PIEB has been reported as being superior to CEI for labor analgesia. The aim of this study was to measure the pressures generated by two commercially available pumps (CADD PIB, Smiths and Gemstar, Hospira) when delivering PIEB or CEI at 2 commonly used rates of infusion (10 or 5 mL). The two pumps were set to deliver fluid at four rates (CEI: 5 or 10 mL/h; PIEB: 5 or 10 mL every h) and connected to a pressure transducer (PCB Piezotronics 1500 connected to a NI USB-6251 Screw Terminal) to determine the pressures applied during each infusion. The peak pressure generated during the PIEB mode was consistently higher when compared to the CEI mode in both pumps. When comparing the two pumps in the PIEB 10 mL every hour mode, the peak pressures were approximately the same, while the pressure pattern differed. For each cycle the pressure generated by Gemstar oscillated from 25 mmHg to 0 mmHg; whereas with the CADD pump the baseline pressure was above 0. The Gemstar pump piston frequency (1.2 Hz) was twice as high as the CADD (0.5 Hz), so the volume delivered per cycle was lower. In the PIEB 5 mL every hour mode the peak pressures followed the same wave patterns. However, unlike the 10 mL mode, the pump piston frequency was approximately the same in both pumps. In both the CEI 5 or 10 mL/h modes, the CADD peak pressure was four times greater than the Gemstar. Both cycled between their respective peak pressures and 0 mmHg. Since the peak pressure of the CADD was approximately the same with PIEB and CEI, we speculated that the most important factor affecting the distribution of the solution in the epidural space was not the peak pressure per se, but the mode of delivery of the bolus.

1. Introduction

Recently, the technique of intermittent epidural bolus for labor analgesia administered by automated pumps (PIEB, programmed intermittent epidural bolus) has been introduced in alternative to the standard Continuous Epidural Infusion (CEI) technique to maintain labor analgesia [1-3].

As with CEI, intermittent boluses given by PIEB avoid the wide swings in the efficacy of analgesia commonly observed with manually administered boluses. However, in contrast to CEI, PIEB also reduces the total anesthetic dose consumption, decreases physician intervention, improves the quality of analgesia and maternal satisfaction, reduces the incidence of motor block and the likelihood of instrumental delivery [1-3].

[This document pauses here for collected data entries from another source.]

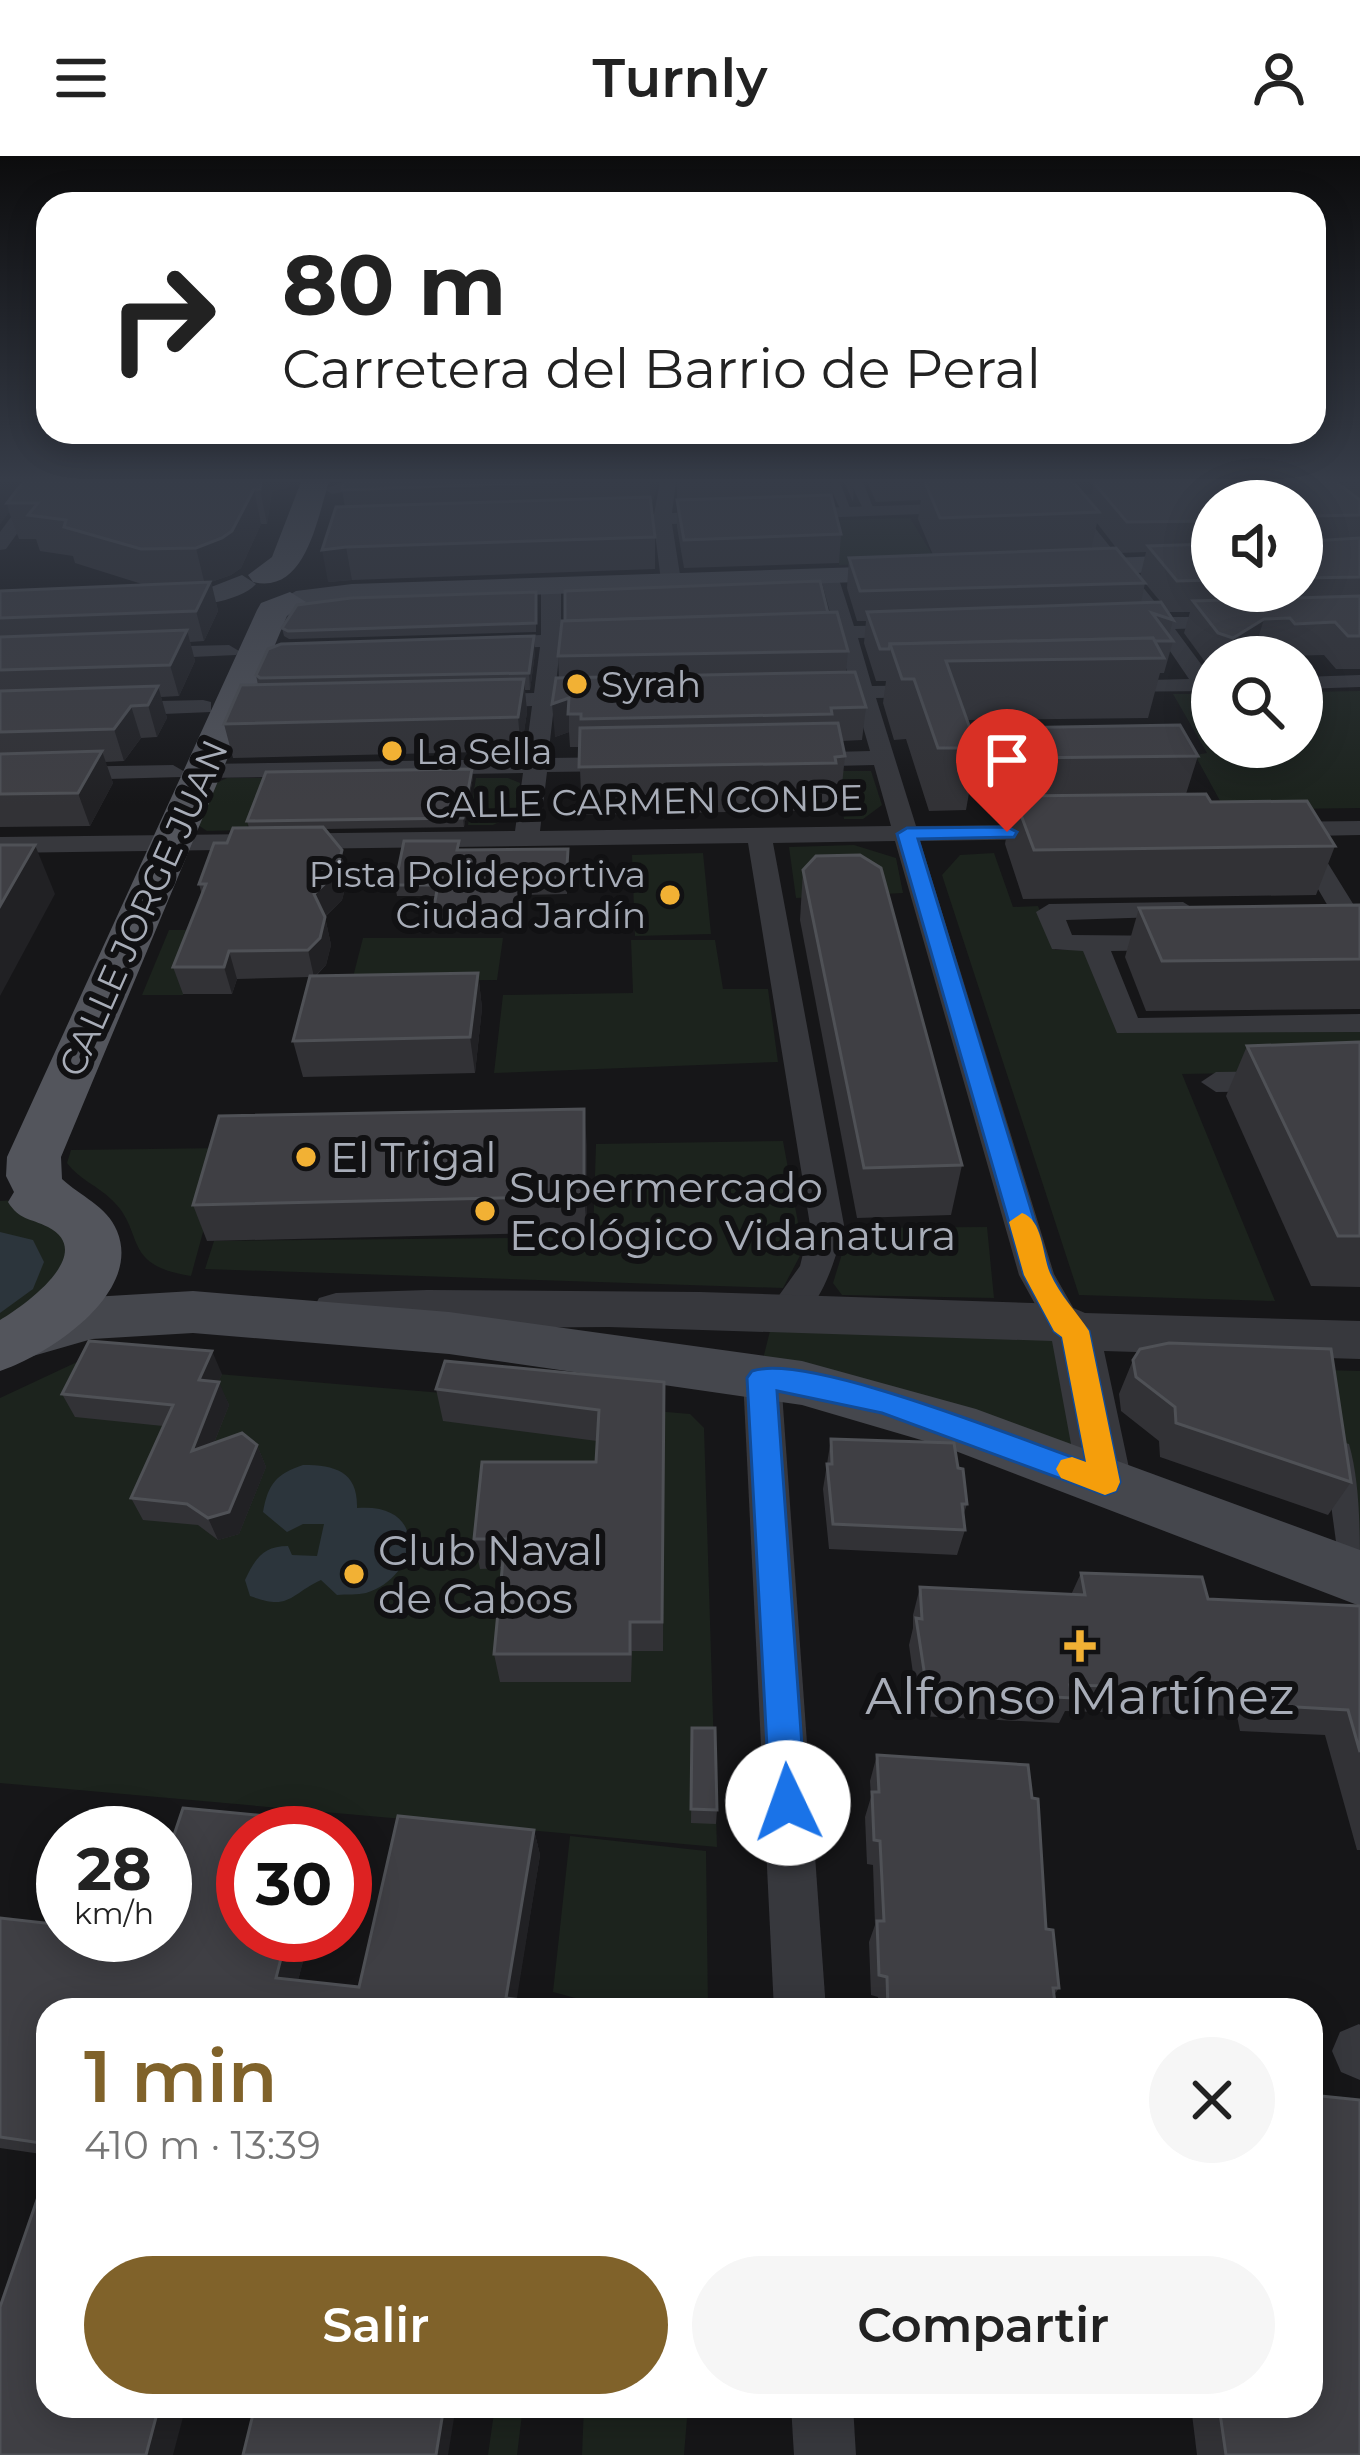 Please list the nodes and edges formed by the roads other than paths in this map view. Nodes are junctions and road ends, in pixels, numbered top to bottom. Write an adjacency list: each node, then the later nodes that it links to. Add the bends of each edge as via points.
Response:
1 (271, 589): 8 (main road)
2 (278, 589): 18 (main road, CALLE JORGE JUAN, via 249,608)
3 (299, 589): 4 (main road)
4 (458, 589)
5 (551, 589): 16 (street)
6 (834, 589): 13 (street)
7 (1135, 589): 10 (street)
8 (0, 605)
9 (1269, 620): 10 (street)
10 (1160, 623): 11 (street); 20 (street)
11 (1100, 625)
12 (934, 630): 13 (street)
13 (847, 633): 14 (street); 26 (street)
14 (765, 635)
15 (622, 638): 16 (street)
16 (551, 640): 17 (street); 29 (street)
17 (461, 644)
18 (255, 650): 19 (street); 31 (main road, CALLE JORGE JUAN)
19 (130, 654)
20 (1191, 663)
21 (1360, 681): 22 (street)
22 (1323, 682)
23 (1191, 685): 24 (street)
24 (1079, 688)
25 (965, 690): 26 (street)
26 (865, 692): 27 (street); 33 (street)
27 (796, 694)
28 (635, 697): 29 (street)
29 (543, 699): 30 (street); 36 (street)
30 (449, 701)
31 (231, 707): 32 (street); 37 (main road, CALLE JORGE JUAN)
32 (96, 710)
33 (884, 758): 34 (street); 43 (street)
34 (768, 761)
35 (652, 763): 36 (street)
36 (535, 765): 37 (street); 45 (street)
37 (188, 771): 38 (street); 46 (main road, CALLE JORGE JUAN)
38 (0, 775)
39 (1360, 828): 40 (street)
40 (1294, 829): 41 (street); 49 (street)
41 (1247, 830)
42 (1083, 832): 43 (street, CALLE CARMEN CONDE)
43 (907, 834): 44 (street, CALLE CARMEN CONDE); 60 (street, via 1037,1275)
44 (759, 836): 45 (street, CALLE CARMEN CONDE); 59 (street, via 826,1225 817,1269)
45 (527, 838): 46 (street, CALLE CARMEN CONDE)
46 (155, 844): 47 (street, CALLE CARMEN CONDE); 55 (main road, CALLE JORGE JUAN); 57 (main road, CALLE JORGE JUAN, via 34,1157 38,1189)
47 (0, 845)
48 (1207, 910): 51 (street, via 1049,911 1062,944)
49 (1352, 939)
50 (1205, 941): 51 (street)
51 (1094, 943): 52 (street, via 1127,1027)
52 (1360, 1023)
53 (1360, 1080): 54 (street)
54 (1216, 1082)
55 (0, 1142)
56 (0, 1201): 57 (main road, via 39,1202)
57 (77, 1221): 58 (main road, via 119,1270); 62 (main road, via 92,1254 83,1284 60,1312)
58 (214, 1313): 59 (street, via 455,1306); 62 (main road, via 92,1318); 63 (main road, via 449,1333)
59 (783, 1315): 60 (street); 63 (street, via 765,1340)
60 (1070, 1327): 61 (street); 65 (street)
61 (1360, 1340)
62 (10, 1343)
63 (762, 1378): 65 (main road, via 885,1402); 68 (street)
64 (1334, 1412): 66 (street)
65 (1105, 1482): 67 (main road)
66 (1360, 1559)
67 (1360, 1578)
68 (799, 1998)
69 (823, 2418): 70 (street)
70 (825, 2455) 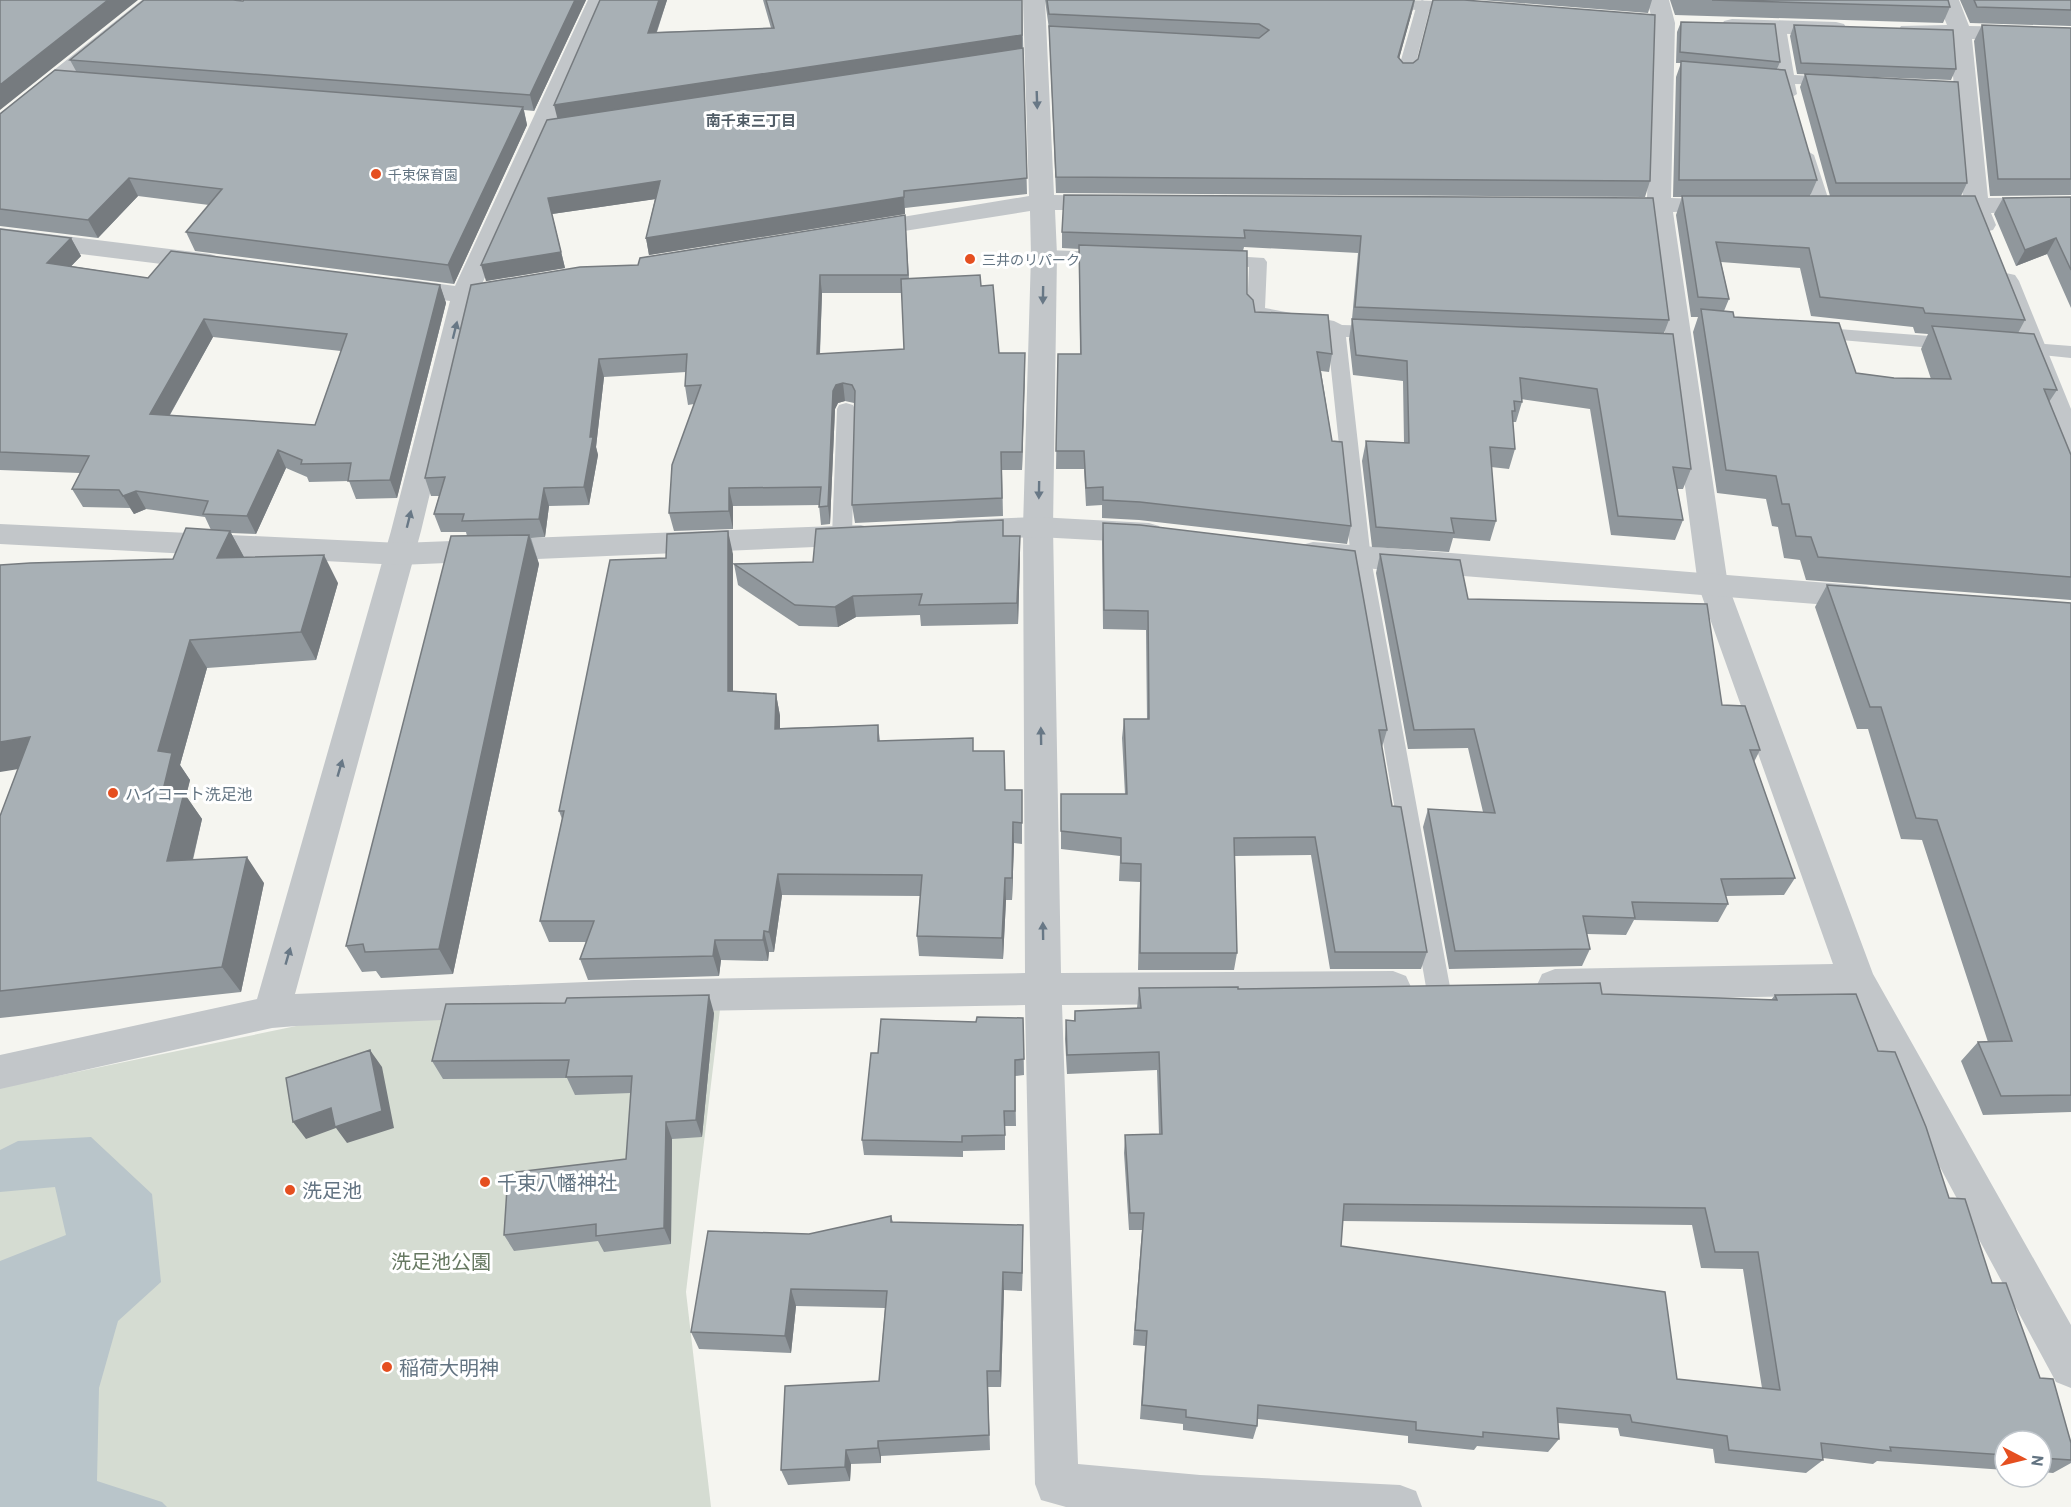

It has been postulated that intermittent bolus through the epidural catheter has a wider and more uniform spread [4], most likely due to a higher injection pressure, which probably contributes to a better quality of block in the clinical setting.

The aim of this study was to measure the pressures generated by the epidural pump set in the PIEB or CEI mode, at two commonly used rates of infusion (10 or 5 mL). For the purpose of the study, we compared the only two commercially available pumps capable of delivering both PIEB and CEI (CADD PIB, Smiths and Gemstar, Hospira).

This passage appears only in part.